» **Work instruction**: Print the listing exactly as it stands. Skip every picture.

━━ Extracted information ━━

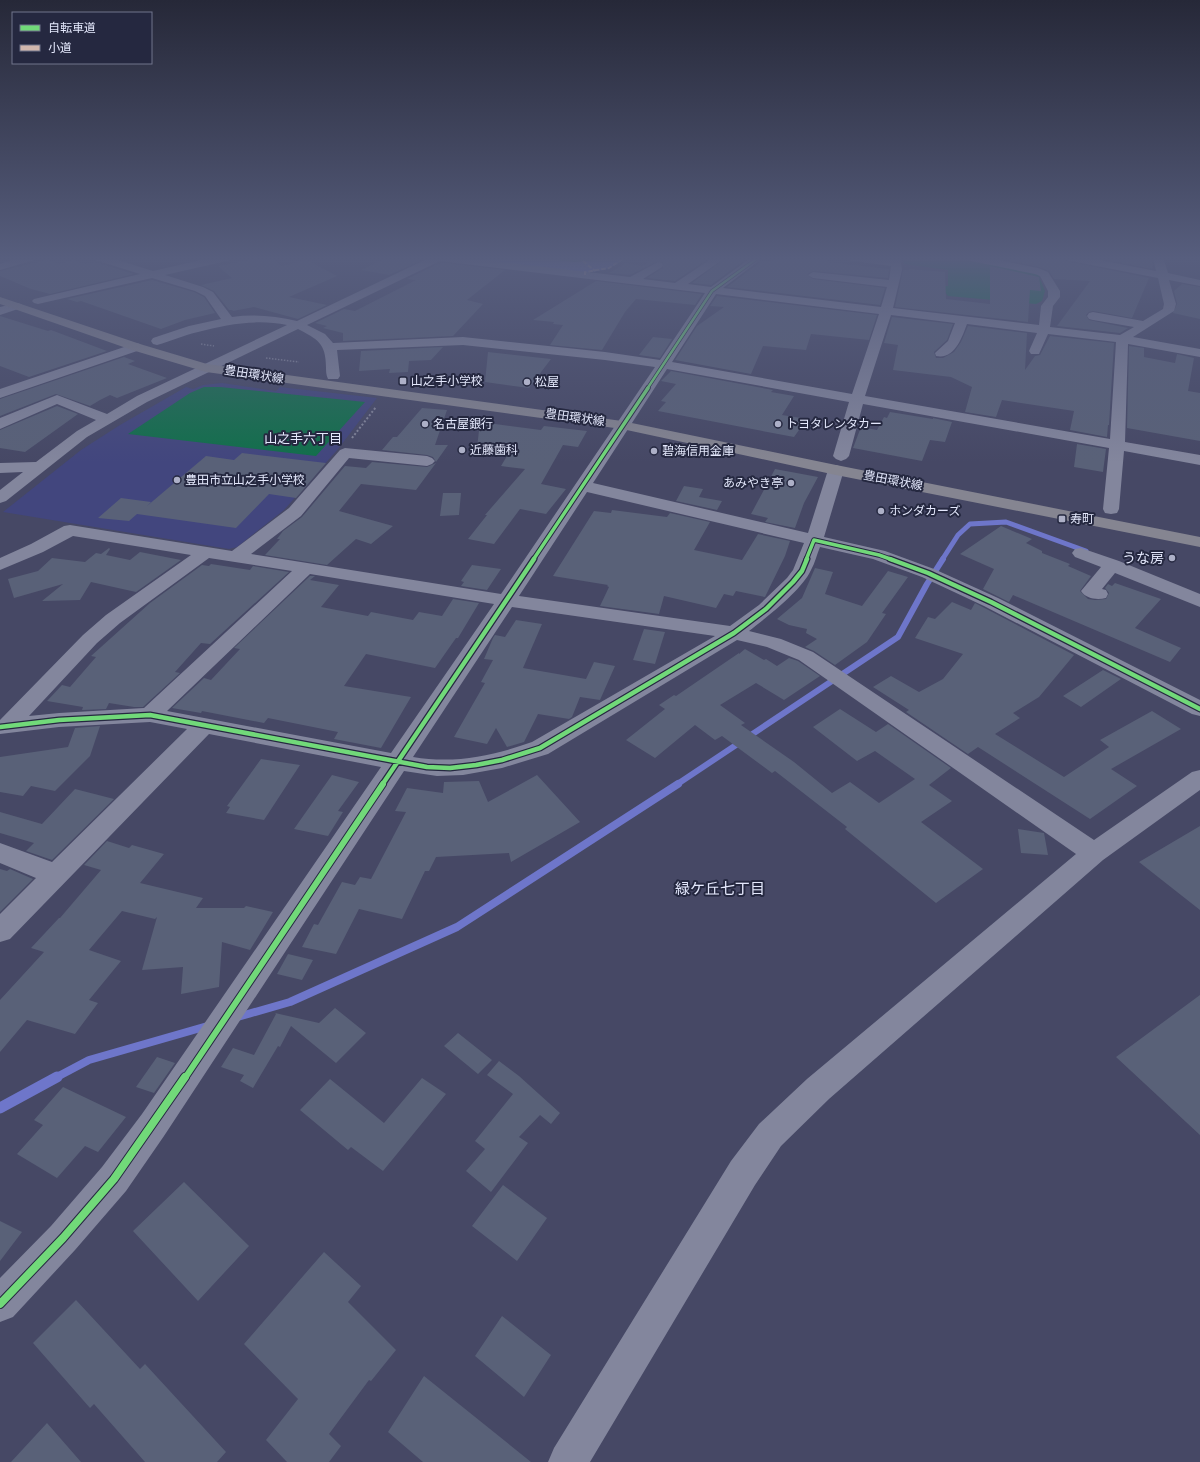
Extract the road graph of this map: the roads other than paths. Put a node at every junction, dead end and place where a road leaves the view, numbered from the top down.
1 (72, 325) edge
2 (111, 325) edge
3 (209, 325) edge
4 (296, 325) edge
5 (301, 325) edge
6 (689, 325) edge
7 (881, 325) edge
8 (960, 325) edge
9 (1005, 325) edge
10 (1045, 325) edge
11 (1145, 325) edge
12 (1044, 330) junction
13 (1122, 339) junction
14 (157, 341) junction
15 (136, 347) junction
16 (330, 348) junction
17 (1035, 351) dead end
18 (1200, 352) edge
19 (941, 353) dead end
20 (224, 359) junction
21 (662, 364) junction
22 (206, 368) junction
23 (333, 376) junction
24 (6, 377) dead end
25 (25, 385) junction
26 (0, 394) edge
27 (857, 399) junction
28 (108, 419) junction
29 (626, 420) junction
30 (0, 425) edge
31 (1116, 445) junction
32 (802, 449) dead end
33 (826, 454) dead end
34 (857, 459) dead end
35 (1200, 460) edge
36 (427, 461) dead end
37 (839, 463) junction
38 (38, 467) junction
39 (0, 468) edge
40 (583, 486) junction
41 (0, 498) edge
42 (1096, 506) dead end
43 (1119, 511) joint
44 (814, 540) junction
45 (1200, 542) edge
46 (206, 552) junction
47 (1081, 553) dead end
48 (235, 557) junction
49 (0, 565) edge
50 (1112, 565) junction
51 (307, 567) junction
52 (1098, 594) dead end
53 (506, 600) junction
54 (1200, 601) edge
55 (734, 633) junction
56 (1200, 709) edge
57 (150, 715) junction
58 (204, 725) junction
59 (4, 726) edge
60 (397, 762) junction
61 (1200, 778) edge
62 (1094, 853) junction
63 (0, 854) edge
64 (57, 875) junction
65 (0, 932) edge
66 (0, 1304) edge
67 (568, 1462) edge

1 - 15 main road, 豊田環状線
2 - 14 main road, 豊田環状線
3 - 14 street
4 - 20 street
5 - 16 street
6 - 21 street
7 - 27 street
8 - 19 street
9 - 12 street
10 - 12 street
11 - 13 street
12 - 13 street
12 - 17 street
13 - 18 street
13 - 31 street
14 - 20 main road, 豊田環状線
15 - 22 main road, 豊田環状線
15 - 25 street
16 - 21 street
16 - 23 street
20 - 22 street
20 - 23 main road, 豊田環状線
21 - 27 street
21 - 29 street
22 - 28 street
22 - 29 main road, 豊田環状線
23 - 29 main road, 豊田環状線
24 - 25 street
25 - 26 street
27 - 31 street
27 - 37 street
28 - 30 street
28 - 38 street
29 - 32 main road, 豊田環状線
29 - 37 main road, 豊田環状線
29 - 40 street
31 - 35 street
31 - 43 street
33 - 37 main road, 豊田環状線
34 - 37 main road, 豊田環状線
36 - 48 street
37 - 44 street
37 - 45 main road, 豊田環状線
38 - 39 street
38 - 41 street
40 - 44 street
40 - 53 street
42 - 43 main road
44 - 55 street
44 - 56 street
46 - 48 street
46 - 49 street
46 - 59 street
47 - 50 street
48 - 51 street
50 - 52 street
50 - 54 street
51 - 53 street
51 - 57 street
53 - 55 street
53 - 60 street
55 - 60 street
55 - 62 street
57 - 58 street
57 - 59 street
58 - 60 street
58 - 64 street
60 - 66 street
61 - 62 street
62 - 67 street
63 - 64 street
64 - 65 street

━━━

» **Written response**:
Extract the road graph of this map: the roads other than paths. Put a node at every junction, dead end and place where a road leaves the view, numbered from the top down.
1 (72, 325) edge
2 (111, 325) edge
3 (209, 325) edge
4 (296, 325) edge
5 (301, 325) edge
6 (689, 325) edge
7 (881, 325) edge
8 (960, 325) edge
9 (1005, 325) edge
10 (1045, 325) edge
11 (1145, 325) edge
12 (1044, 330) junction
13 (1122, 339) junction
14 (157, 341) junction
15 (136, 347) junction
16 (330, 348) junction
17 (1035, 351) dead end
18 (1200, 352) edge
19 (941, 353) dead end
20 (224, 359) junction
21 (662, 364) junction
22 (206, 368) junction
23 (333, 376) junction
24 (6, 377) dead end
25 (25, 385) junction
26 (0, 394) edge
27 (857, 399) junction
28 (108, 419) junction
29 (626, 420) junction
30 (0, 425) edge
31 (1116, 445) junction
32 (802, 449) dead end
33 (826, 454) dead end
34 (857, 459) dead end
35 (1200, 460) edge
36 (427, 461) dead end
37 (839, 463) junction
38 (38, 467) junction
39 (0, 468) edge
40 (583, 486) junction
41 (0, 498) edge
42 (1096, 506) dead end
43 (1119, 511) joint
44 (814, 540) junction
45 (1200, 542) edge
46 (206, 552) junction
47 (1081, 553) dead end
48 (235, 557) junction
49 (0, 565) edge
50 (1112, 565) junction
51 (307, 567) junction
52 (1098, 594) dead end
53 (506, 600) junction
54 (1200, 601) edge
55 (734, 633) junction
56 (1200, 709) edge
57 (150, 715) junction
58 (204, 725) junction
59 (4, 726) edge
60 (397, 762) junction
61 (1200, 778) edge
62 (1094, 853) junction
63 (0, 854) edge
64 (57, 875) junction
65 (0, 932) edge
66 (0, 1304) edge
67 (568, 1462) edge

1 - 15 main road, 豊田環状線
2 - 14 main road, 豊田環状線
3 - 14 street
4 - 20 street
5 - 16 street
6 - 21 street
7 - 27 street
8 - 19 street
9 - 12 street
10 - 12 street
11 - 13 street
12 - 13 street
12 - 17 street
13 - 18 street
13 - 31 street
14 - 20 main road, 豊田環状線
15 - 22 main road, 豊田環状線
15 - 25 street
16 - 21 street
16 - 23 street
20 - 22 street
20 - 23 main road, 豊田環状線
21 - 27 street
21 - 29 street
22 - 28 street
22 - 29 main road, 豊田環状線
23 - 29 main road, 豊田環状線
24 - 25 street
25 - 26 street
27 - 31 street
27 - 37 street
28 - 30 street
28 - 38 street
29 - 32 main road, 豊田環状線
29 - 37 main road, 豊田環状線
29 - 40 street
31 - 35 street
31 - 43 street
33 - 37 main road, 豊田環状線
34 - 37 main road, 豊田環状線
36 - 48 street
37 - 44 street
37 - 45 main road, 豊田環状線
38 - 39 street
38 - 41 street
40 - 44 street
40 - 53 street
42 - 43 main road
44 - 55 street
44 - 56 street
46 - 48 street
46 - 49 street
46 - 59 street
47 - 50 street
48 - 51 street
50 - 52 street
50 - 54 street
51 - 53 street
51 - 57 street
53 - 55 street
53 - 60 street
55 - 60 street
55 - 62 street
57 - 58 street
57 - 59 street
58 - 60 street
58 - 64 street
60 - 66 street
61 - 62 street
62 - 67 street
63 - 64 street
64 - 65 street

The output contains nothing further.